The issue behind the Bekaa mutiny: should the PLO talk or fight?

Senior officials of the Palestine Liberation Organization hold Syria and Libya responsible for a mutiny among Palestinian guerrilla fighters in Lebanon's Bekaa Valley.

Public accusations leveled against Syria and Libya coincide with Libyan charges that PLO chief Yasser Arafat plotted together with United States intelligence services to assassinate Libyan leader Col. Muammar Qaddafi.

Libya's official news agency reported the accusation at the same time that an unknown Palestinian group issued a communique in Cairo in support of the rebelling guerrilla fighters in eastern Lebanon.

The mutiny by five senior military officials of Al Fatah - the largest Palestinian guerrilla group, headed by Mr. Arafat - was sparked by the appointment of two officers reputed to have fled battle during last year's Israeli invasion of Lebanon.

But the mutiny has developed into possibly the most serious conflict within the Palestinian resistance movement over attempts by the PLO leadership to negotiate a settlement of the Arab-Israeli conflict.

The communique, issued by the ''Committee for the Defense of the Palestine National Charter'' in support of the PLO rebels, was delivered May 26 to the Cairo office of the French news agency Agence France Press.

The communique, datelined Amman, Jordan, called on the PLO leadership to ''intensify the liberation struggle in all its forms, particularly the armed struggle, and to end the illusion of a political struggle.''

It also demanded the punishment of ''the deviationists who fled the siege of Beirut and have now taken over sensitive positions within the PLO'' - a reference to the appointment of Abu Hajim as overall commander of the Fatah forces in Lebanon and of Haj Ismail as commander of the northern sector. The appointment of these two men is believed to have caused the mutiny. They are both known for their loyalty to Mr. Arafat but their military performance during last year's Lebanon war is strongly questioned within Palestinian ranks.

AFP quoted the men, who refused to reveal their identities, as saying that the committee ''comprises Palestinian militants of varying political and ideological allegiances whose aim is to correct the errors committed by the present PLO leadership.''

Senior PLO sources in Jordan, Egypt, and Western Europe, however, said they did not know what the committee is and whom it represents. But observers point out that the Palestine national charter, the PLO's constitution to which the committee's name refers, calls for both continued armed struggle against Israel and the destruction of the ''Zionist entity.''

Al Fatah sources say that the rebels in the Bekaa Valley number no more than 100 men. Rebel sources claim they have the support of approximately 500 guerrilla fighters.

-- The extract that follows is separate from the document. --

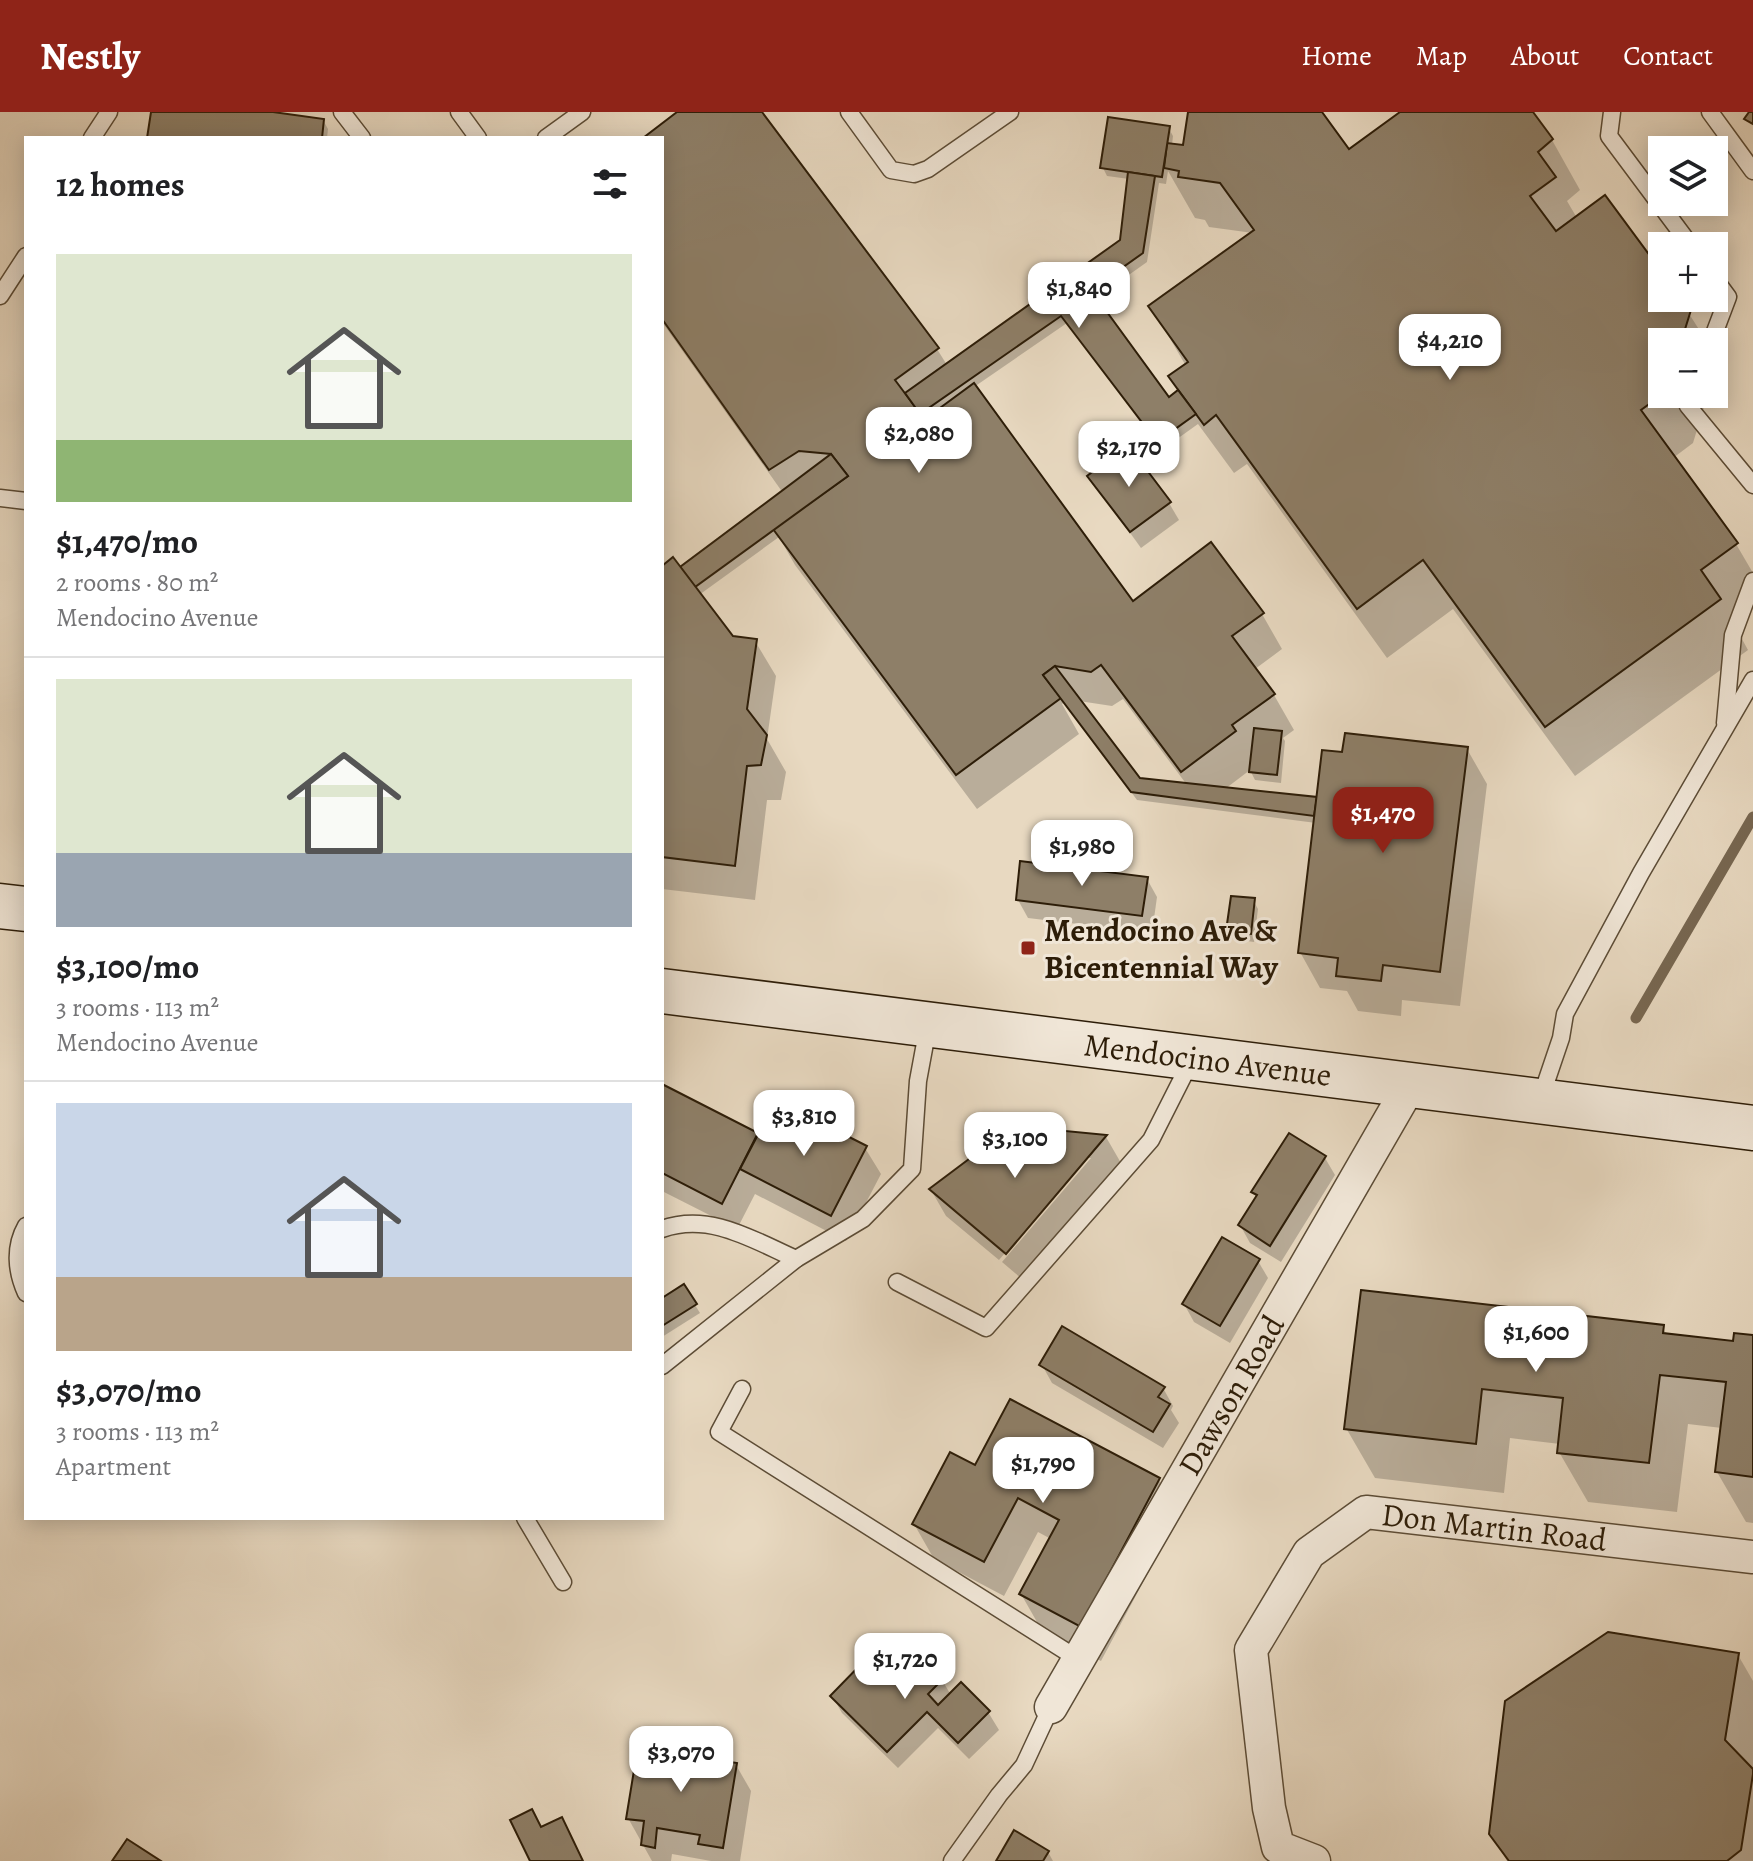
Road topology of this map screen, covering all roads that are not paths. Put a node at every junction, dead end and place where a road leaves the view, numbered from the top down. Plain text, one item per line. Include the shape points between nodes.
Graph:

Senior PLO officials describe the mutiny as ''serious'' but are confident that Mr. Arafat will survive this latest challenge.

They now openly accuse both Syria and Libya of instigating the mutiny in an attempt to force Mr. Arafat to abandon his efforts to achieve negotiations on a settlement in the Middle East.

''The Syrians and the Libyans want to strangle our attempts to conduct an independent policy,'' said an Arafat aide.

Earlier, the PLO accused Libya of having given $7.5 million to the PLO rebels in the Bekaa Valley.

Libya escalated the war of words with the PLO May 26 by accusing Mr. Arafat of direct involvement in an alleged US plot to assassinate Libyan leader Colonel Qaddafi.

Libya also charged that Mr. Arafat's decision to evacuate the PLO from Beirut last year had been ''irresponsible.'' Colonel Qaddafi irked Arafat during last summer's Israeli siege of west Beirut by stating the Palestinians should commit suicide rather than abandon the Lebanese capital.

The official Libyan news agency Jana also blamed Mr. Arafat for swinging the PLO from ''the extreme left to the extreme right.'' Mr. Arafat, Jana said, ''enabled the Zionist scheme in Palestine to achieve its strategic aims by his continuous plots'' - a charge in line with implicit claims by the PLO rebels that Mr. Arafat is squandering Palestinian rights by his flirtation with conservative Arab states and his efforts to establish a dialogue with the US.

The Fatah central committee decided earlier this week to cut off the food and fuel supplies to the PLO rebels in the Bekaa Valley. PLO sources quote Abu Jihad , the PLO's deputy commander in chief as saying: ''Let them get their pay from Qaddafi.''

Although Mr. Arafat's position as leader of the PLO and symbol of the Palestinian revolution does not appear to be in danger, some PLO officials as well as Arab and Western diplomats fear that the mutiny may cost him his freedom of movement.